DATA FOR THIS EXERCISE:
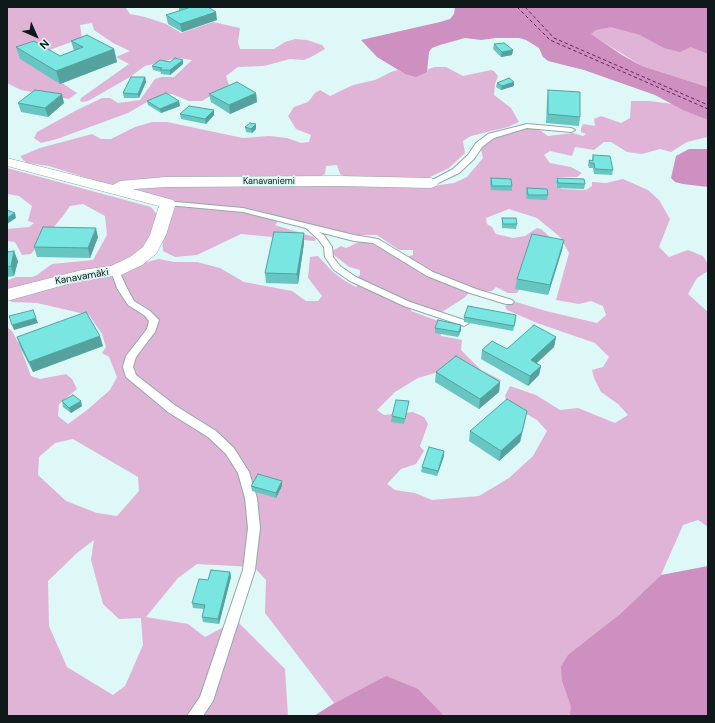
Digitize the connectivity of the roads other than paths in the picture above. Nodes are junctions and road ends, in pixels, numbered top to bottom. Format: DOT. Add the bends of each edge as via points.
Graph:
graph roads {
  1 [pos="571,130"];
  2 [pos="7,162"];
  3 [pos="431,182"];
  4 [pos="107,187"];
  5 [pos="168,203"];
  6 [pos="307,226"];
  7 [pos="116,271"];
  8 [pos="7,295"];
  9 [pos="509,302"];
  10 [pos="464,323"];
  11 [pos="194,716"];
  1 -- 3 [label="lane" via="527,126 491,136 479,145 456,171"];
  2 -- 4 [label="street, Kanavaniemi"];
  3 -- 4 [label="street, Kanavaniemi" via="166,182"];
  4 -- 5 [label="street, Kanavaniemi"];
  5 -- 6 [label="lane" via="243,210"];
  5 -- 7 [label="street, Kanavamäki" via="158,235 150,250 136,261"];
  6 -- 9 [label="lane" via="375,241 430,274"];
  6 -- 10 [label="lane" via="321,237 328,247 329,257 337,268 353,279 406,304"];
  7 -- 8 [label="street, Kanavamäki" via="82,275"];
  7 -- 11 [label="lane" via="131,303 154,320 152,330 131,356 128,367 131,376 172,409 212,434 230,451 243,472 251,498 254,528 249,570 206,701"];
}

INSTRUCTIONS FOR THE TASK: Please restate all of the listing above word for word, with no pictures.

EXERCISE RESPONSE:
Digitize the connectivity of the roads other than paths in the picture above. Nodes are junctions and road ends, in pixels, numbered top to bottom. Format: DOT. Add the bends of each edge as via points.
Graph:
graph roads {
  1 [pos="571,130"];
  2 [pos="7,162"];
  3 [pos="431,182"];
  4 [pos="107,187"];
  5 [pos="168,203"];
  6 [pos="307,226"];
  7 [pos="116,271"];
  8 [pos="7,295"];
  9 [pos="509,302"];
  10 [pos="464,323"];
  11 [pos="194,716"];
  1 -- 3 [label="lane" via="527,126 491,136 479,145 456,171"];
  2 -- 4 [label="street, Kanavaniemi"];
  3 -- 4 [label="street, Kanavaniemi" via="166,182"];
  4 -- 5 [label="street, Kanavaniemi"];
  5 -- 6 [label="lane" via="243,210"];
  5 -- 7 [label="street, Kanavamäki" via="158,235 150,250 136,261"];
  6 -- 9 [label="lane" via="375,241 430,274"];
  6 -- 10 [label="lane" via="321,237 328,247 329,257 337,268 353,279 406,304"];
  7 -- 8 [label="street, Kanavamäki" via="82,275"];
  7 -- 11 [label="lane" via="131,303 154,320 152,330 131,356 128,367 131,376 172,409 212,434 230,451 243,472 251,498 254,528 249,570 206,701"];
}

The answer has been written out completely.